よくある質問

Q8 PFASはどれだけ取り込めば人体に有害なのか

 現時点で得ることのできた科学的知見から、生殖・発生毒性(胎児への影響)の情報(→3.4参照)をもとに、食品安全委員会においてPFOS・PFOAの「耐容一日摂取量(Tolerable Daily Intake:TDI)」(この値未満であれば、ヒトが一生涯にわたって毎日摂取し続けても健康への悪影響がないと推定される量)を算出したところ、いずれも体重1kg当たり1日当たりの量が20 ng(20 ng/kg 体重/日)とされました。 なお、このTDIは、出生児への影響等についての動物試験の結果から、不確実係数を考慮して、健康に悪影響がないと推定される値が設定されています。
 PFHxSは、評価のための知見が不十分なため、現時点では指標値の算出は困難と判断されました。
 複数のPFASによる複合ばく露の影響については知見がほとんど得られていないことから、現時点では個別の分子種ごとに指標値を設定することが適切と判断されました。
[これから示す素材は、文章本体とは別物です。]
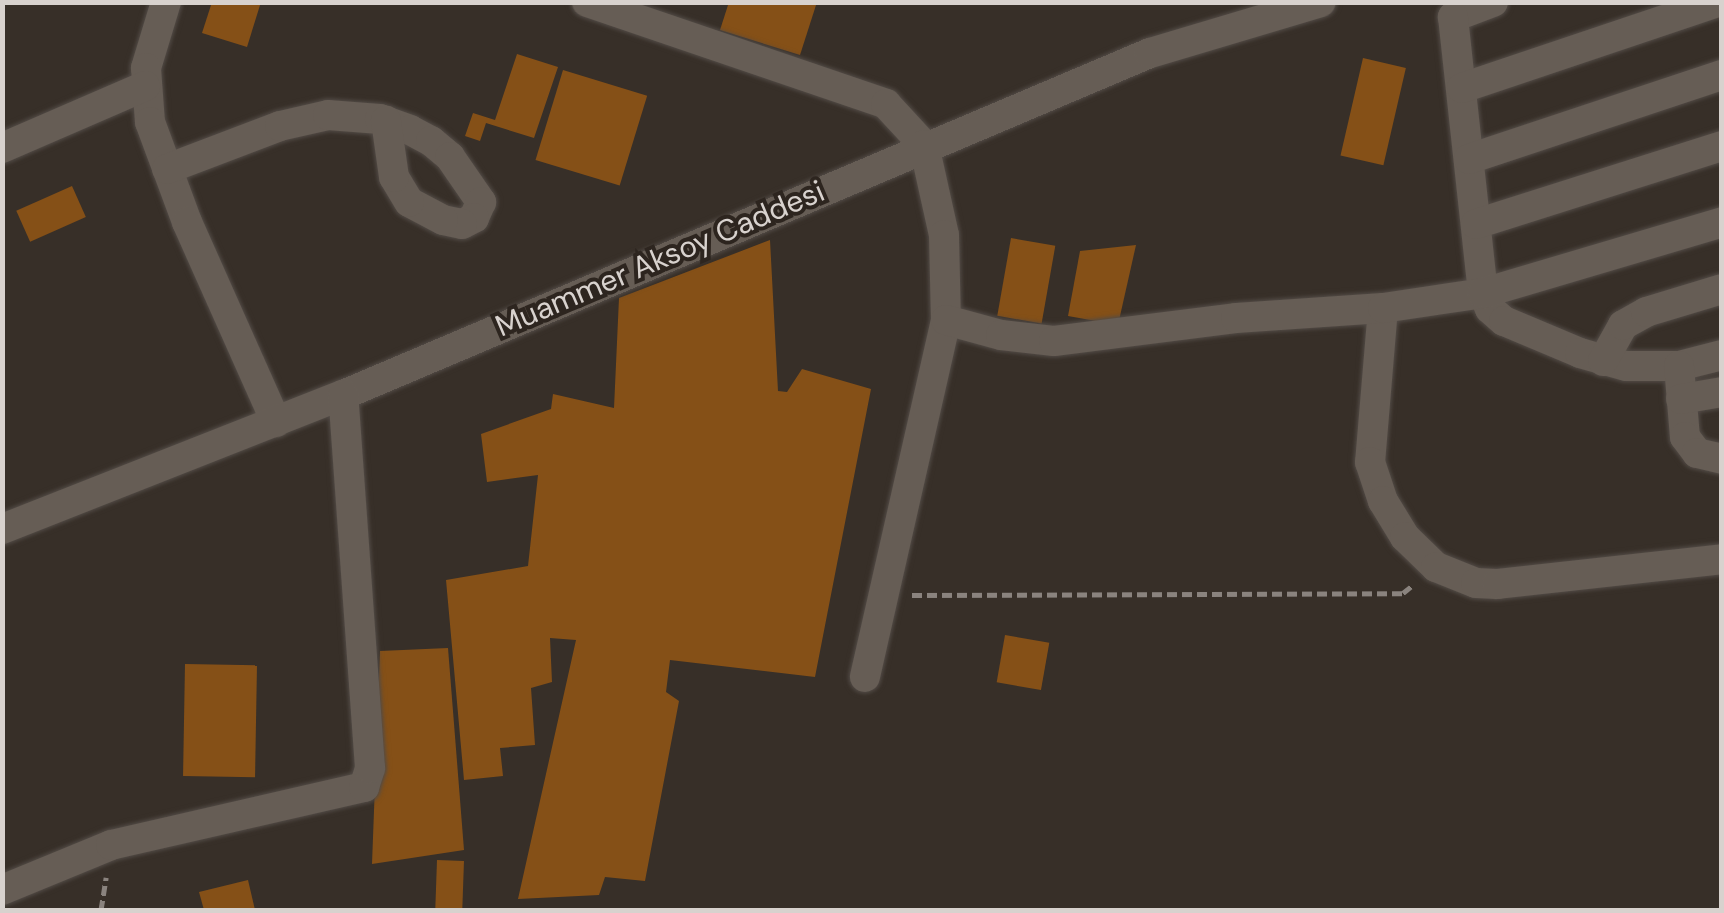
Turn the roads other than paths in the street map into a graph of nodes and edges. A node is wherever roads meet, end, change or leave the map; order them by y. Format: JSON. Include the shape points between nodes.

今後、科学的知見が集積された場合には、TDIが見直される可能性があります。

 PFOSについては、ラットのこどもの体重増加抑制を、PFOAについては、マウスの胎児の足の骨の形成への影響等を、それぞれ指標値算出の根拠となる毒性として採用した上で、実験動物とヒトの間の差、ヒトの個人差等を考慮した不確実係数で除しています。一般的に、不確実係数とは、動物とヒトの種の違いや、成人と子ども等個体間の感受性の違いの可能性を見込んで安全性を確保するための係数で、この値で除する過程は動物実験のデータを用いて指標値を算出する過程において行われます。